═══ EXCERPTED DATA ═══

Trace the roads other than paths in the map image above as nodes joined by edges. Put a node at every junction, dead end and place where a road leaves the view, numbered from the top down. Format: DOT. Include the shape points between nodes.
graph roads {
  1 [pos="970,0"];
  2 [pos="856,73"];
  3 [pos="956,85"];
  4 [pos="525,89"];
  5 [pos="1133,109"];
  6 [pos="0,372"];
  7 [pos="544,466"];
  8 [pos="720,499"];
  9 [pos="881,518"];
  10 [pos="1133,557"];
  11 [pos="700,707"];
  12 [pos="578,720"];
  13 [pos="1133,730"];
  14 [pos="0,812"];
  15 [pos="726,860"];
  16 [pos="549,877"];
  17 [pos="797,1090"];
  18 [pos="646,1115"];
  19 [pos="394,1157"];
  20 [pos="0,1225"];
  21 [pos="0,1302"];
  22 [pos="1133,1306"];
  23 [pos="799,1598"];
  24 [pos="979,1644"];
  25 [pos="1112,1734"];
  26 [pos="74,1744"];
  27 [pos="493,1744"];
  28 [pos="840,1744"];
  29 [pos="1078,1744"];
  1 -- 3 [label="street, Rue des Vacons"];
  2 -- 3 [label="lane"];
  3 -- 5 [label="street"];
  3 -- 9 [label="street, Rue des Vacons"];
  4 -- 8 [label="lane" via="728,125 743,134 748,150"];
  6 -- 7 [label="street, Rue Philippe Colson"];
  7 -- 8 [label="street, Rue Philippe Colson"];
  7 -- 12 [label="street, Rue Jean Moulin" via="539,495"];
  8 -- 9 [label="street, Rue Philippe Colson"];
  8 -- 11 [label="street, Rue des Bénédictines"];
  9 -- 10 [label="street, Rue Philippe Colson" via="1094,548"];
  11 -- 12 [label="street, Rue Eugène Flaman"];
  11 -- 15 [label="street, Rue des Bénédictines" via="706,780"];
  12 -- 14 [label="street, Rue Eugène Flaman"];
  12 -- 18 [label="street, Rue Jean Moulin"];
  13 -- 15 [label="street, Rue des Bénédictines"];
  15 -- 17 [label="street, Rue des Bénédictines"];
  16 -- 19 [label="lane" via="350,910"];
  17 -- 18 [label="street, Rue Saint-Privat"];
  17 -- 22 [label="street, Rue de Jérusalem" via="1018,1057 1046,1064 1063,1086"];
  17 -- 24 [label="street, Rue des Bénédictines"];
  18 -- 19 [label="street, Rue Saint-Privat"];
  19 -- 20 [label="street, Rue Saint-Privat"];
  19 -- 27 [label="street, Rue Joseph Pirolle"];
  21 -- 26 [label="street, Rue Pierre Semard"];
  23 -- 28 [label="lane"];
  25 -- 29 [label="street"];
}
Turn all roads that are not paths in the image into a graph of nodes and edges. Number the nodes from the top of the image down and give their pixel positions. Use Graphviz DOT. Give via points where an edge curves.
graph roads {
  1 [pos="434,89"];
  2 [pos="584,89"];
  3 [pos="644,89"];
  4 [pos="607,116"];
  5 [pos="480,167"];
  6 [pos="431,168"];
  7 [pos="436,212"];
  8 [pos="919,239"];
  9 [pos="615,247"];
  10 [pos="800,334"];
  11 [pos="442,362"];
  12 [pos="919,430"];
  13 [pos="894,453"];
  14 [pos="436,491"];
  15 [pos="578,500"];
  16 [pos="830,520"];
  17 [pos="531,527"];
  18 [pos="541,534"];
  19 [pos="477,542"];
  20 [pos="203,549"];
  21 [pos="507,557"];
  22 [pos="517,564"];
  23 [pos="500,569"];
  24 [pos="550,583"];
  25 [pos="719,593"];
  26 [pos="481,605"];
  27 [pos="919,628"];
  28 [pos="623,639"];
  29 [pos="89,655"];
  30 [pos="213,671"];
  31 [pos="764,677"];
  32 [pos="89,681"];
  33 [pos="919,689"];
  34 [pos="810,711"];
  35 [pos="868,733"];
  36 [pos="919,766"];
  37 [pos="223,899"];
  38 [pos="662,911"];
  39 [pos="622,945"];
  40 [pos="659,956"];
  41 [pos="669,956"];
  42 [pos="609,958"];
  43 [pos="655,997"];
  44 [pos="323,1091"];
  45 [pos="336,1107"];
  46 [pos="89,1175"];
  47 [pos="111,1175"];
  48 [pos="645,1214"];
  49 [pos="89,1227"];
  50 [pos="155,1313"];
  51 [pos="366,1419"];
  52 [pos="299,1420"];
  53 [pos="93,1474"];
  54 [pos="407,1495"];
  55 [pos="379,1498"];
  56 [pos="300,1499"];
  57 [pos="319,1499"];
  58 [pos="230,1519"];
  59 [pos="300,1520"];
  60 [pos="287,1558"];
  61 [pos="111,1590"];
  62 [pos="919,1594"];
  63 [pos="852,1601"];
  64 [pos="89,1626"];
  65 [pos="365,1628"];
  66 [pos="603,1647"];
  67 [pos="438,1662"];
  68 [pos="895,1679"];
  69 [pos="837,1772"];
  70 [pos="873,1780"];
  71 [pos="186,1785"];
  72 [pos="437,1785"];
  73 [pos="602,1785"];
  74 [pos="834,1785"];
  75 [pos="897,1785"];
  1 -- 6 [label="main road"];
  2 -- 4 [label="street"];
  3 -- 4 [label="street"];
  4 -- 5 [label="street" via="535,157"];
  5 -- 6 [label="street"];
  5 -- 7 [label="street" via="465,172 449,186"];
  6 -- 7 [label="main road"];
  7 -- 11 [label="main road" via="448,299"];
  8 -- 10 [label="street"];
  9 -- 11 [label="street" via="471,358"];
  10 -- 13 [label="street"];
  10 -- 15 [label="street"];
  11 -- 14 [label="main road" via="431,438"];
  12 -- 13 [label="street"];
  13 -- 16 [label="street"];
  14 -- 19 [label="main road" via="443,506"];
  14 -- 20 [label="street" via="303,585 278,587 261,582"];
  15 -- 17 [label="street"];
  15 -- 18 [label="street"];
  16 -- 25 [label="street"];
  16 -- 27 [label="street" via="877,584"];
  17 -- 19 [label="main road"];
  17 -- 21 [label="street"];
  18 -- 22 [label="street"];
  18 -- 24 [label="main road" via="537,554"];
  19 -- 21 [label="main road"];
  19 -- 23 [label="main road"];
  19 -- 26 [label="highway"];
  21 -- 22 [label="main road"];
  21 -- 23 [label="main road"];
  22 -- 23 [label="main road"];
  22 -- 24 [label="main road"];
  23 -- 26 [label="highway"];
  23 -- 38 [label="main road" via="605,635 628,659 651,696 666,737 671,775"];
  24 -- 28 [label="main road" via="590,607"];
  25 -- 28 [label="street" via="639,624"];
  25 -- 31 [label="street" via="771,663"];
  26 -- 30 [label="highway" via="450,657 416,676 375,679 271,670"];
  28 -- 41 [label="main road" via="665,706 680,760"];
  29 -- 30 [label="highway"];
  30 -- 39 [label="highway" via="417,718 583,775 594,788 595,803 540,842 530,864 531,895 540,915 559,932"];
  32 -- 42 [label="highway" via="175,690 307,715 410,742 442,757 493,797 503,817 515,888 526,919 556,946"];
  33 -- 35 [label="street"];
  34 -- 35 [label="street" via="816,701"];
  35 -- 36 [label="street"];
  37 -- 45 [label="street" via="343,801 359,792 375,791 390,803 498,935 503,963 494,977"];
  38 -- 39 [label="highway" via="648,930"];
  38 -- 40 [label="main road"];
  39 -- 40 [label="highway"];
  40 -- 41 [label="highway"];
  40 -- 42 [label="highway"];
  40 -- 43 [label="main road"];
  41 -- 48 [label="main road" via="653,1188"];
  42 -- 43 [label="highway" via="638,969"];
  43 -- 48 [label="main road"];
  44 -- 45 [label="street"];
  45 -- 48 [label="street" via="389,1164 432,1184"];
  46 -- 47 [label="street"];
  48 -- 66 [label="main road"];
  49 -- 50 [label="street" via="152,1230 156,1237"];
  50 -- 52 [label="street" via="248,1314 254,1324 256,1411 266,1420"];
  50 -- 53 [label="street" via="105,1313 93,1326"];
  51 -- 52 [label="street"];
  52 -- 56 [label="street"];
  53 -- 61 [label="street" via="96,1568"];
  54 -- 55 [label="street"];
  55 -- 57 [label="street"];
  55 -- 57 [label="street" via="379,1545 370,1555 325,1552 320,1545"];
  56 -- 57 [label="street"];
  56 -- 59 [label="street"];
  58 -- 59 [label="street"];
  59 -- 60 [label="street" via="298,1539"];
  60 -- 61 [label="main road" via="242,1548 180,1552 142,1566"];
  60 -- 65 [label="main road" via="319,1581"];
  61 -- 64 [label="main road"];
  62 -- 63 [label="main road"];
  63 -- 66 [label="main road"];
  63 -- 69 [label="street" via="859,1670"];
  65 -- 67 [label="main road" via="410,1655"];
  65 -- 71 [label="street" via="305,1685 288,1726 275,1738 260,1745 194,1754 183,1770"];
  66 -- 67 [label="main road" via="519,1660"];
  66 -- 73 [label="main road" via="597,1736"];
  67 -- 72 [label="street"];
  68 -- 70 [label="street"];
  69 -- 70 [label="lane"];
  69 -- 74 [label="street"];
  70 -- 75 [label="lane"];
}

═══

> EXERCISE
How many lines in the records contain the string "Saint"? Give the number by itself.

> WRITTEN SOLUTION
3